→ **What you should do**
Make an exact copy of all the entries, with the pictures left out.

==================================================

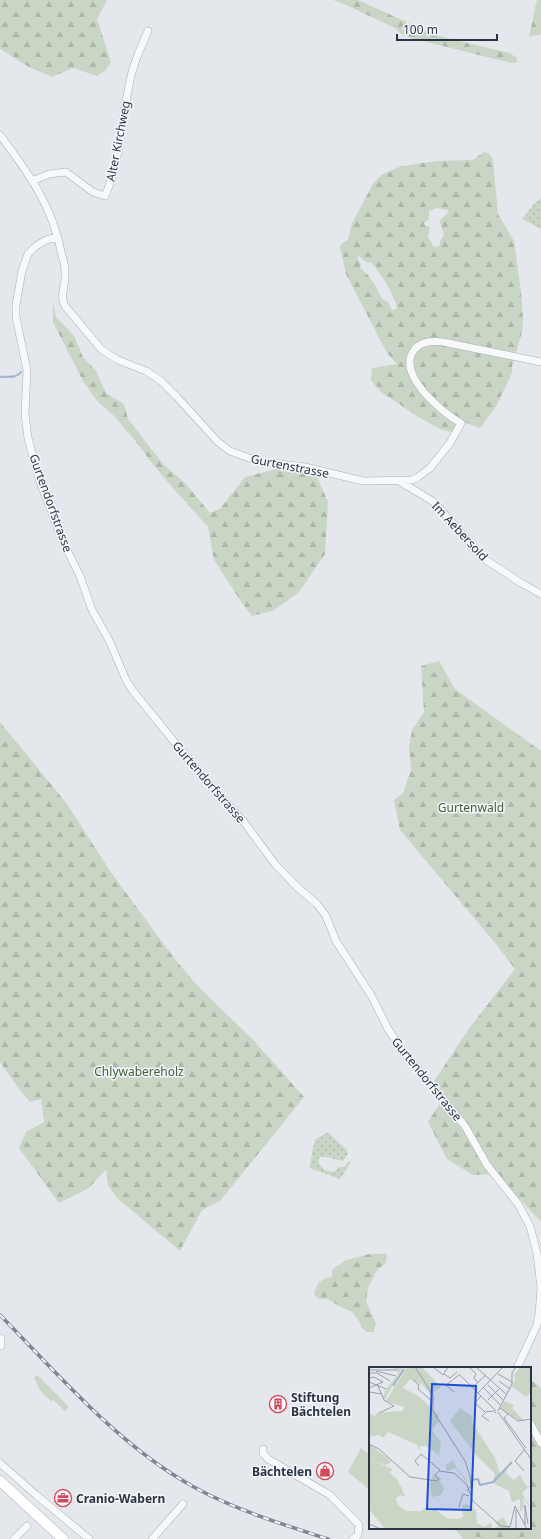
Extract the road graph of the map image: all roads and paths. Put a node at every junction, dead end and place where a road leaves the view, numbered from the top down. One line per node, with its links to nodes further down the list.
1 (148, 31): 3 (street, Alter Kirchweg)
2 (0, 135): 3 (street, Gurtenstrasse)
3 (32, 181): 4 (street, Gurtenstrasse)
4 (58, 237): 6 (street, Gurtenstrasse); 8 (street, Gurtendorfstrasse)
5 (541, 362): 6 (street, Gurtenstrasse)
6 (399, 481): 7 (street, Im Aebersold)
7 (541, 594)
8 (541, 1288): 9 (street, Gurtendorfstrasse)
9 (538, 1332): 12 (street, Gurtendorfstrasse)
10 (0, 1339): 11 (street)
11 (0, 1344)
12 (518, 1367)
13 (531, 1425): 14 (street)
14 (541, 1443)
15 (263, 1449): 24 (street)
16 (0, 1463): 22 (street)
17 (0, 1481): 21 (main road)
18 (183, 1504): 23 (street)
19 (27, 1526): 20 (street)
20 (14, 1539)
21 (63, 1539)
22 (89, 1539)
23 (152, 1539)
24 (353, 1539)

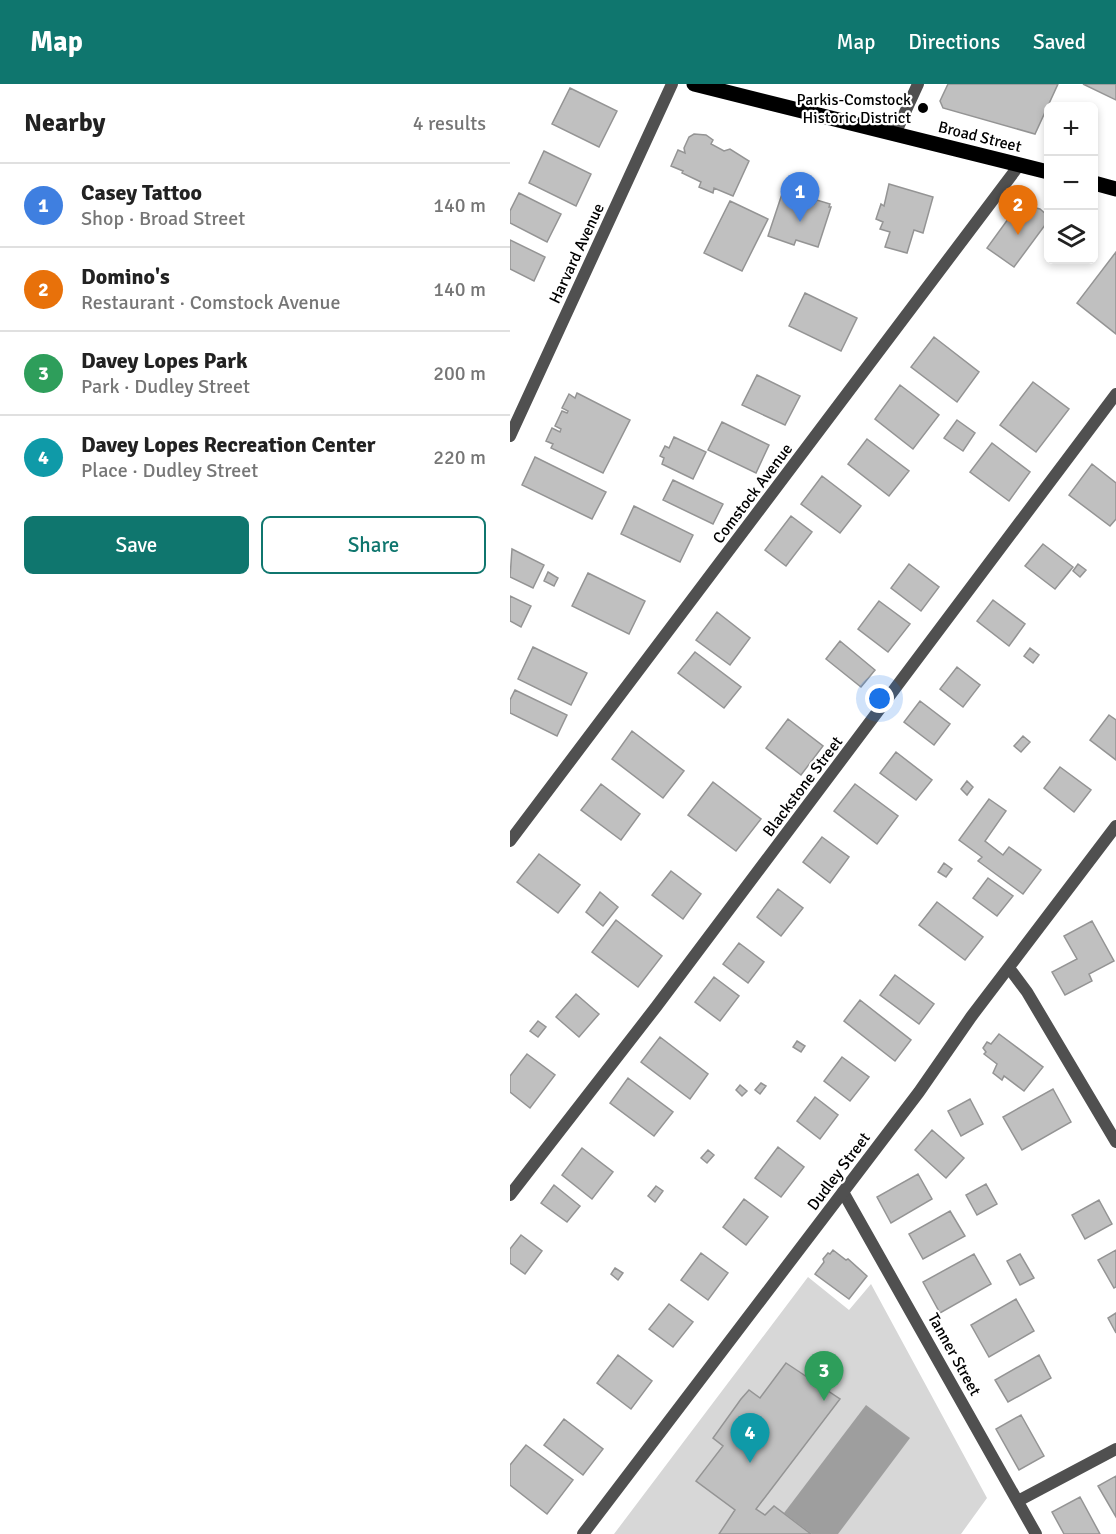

==================================================

→ **Answer space**
Extract the road graph of the map image: all roads and paths. Put a node at every junction, dead end and place where a road leaves the view, numbered from the top down. One line per node, with its links to nodes further down the list.
1 (148, 31): 3 (street, Alter Kirchweg)
2 (0, 135): 3 (street, Gurtenstrasse)
3 (32, 181): 4 (street, Gurtenstrasse)
4 (58, 237): 6 (street, Gurtenstrasse); 8 (street, Gurtendorfstrasse)
5 (541, 362): 6 (street, Gurtenstrasse)
6 (399, 481): 7 (street, Im Aebersold)
7 (541, 594)
8 (541, 1288): 9 (street, Gurtendorfstrasse)
9 (538, 1332): 12 (street, Gurtendorfstrasse)
10 (0, 1339): 11 (street)
11 (0, 1344)
12 (518, 1367)
13 (531, 1425): 14 (street)
14 (541, 1443)
15 (263, 1449): 24 (street)
16 (0, 1463): 22 (street)
17 (0, 1481): 21 (main road)
18 (183, 1504): 23 (street)
19 (27, 1526): 20 (street)
20 (14, 1539)
21 (63, 1539)
22 (89, 1539)
23 (152, 1539)
24 (353, 1539)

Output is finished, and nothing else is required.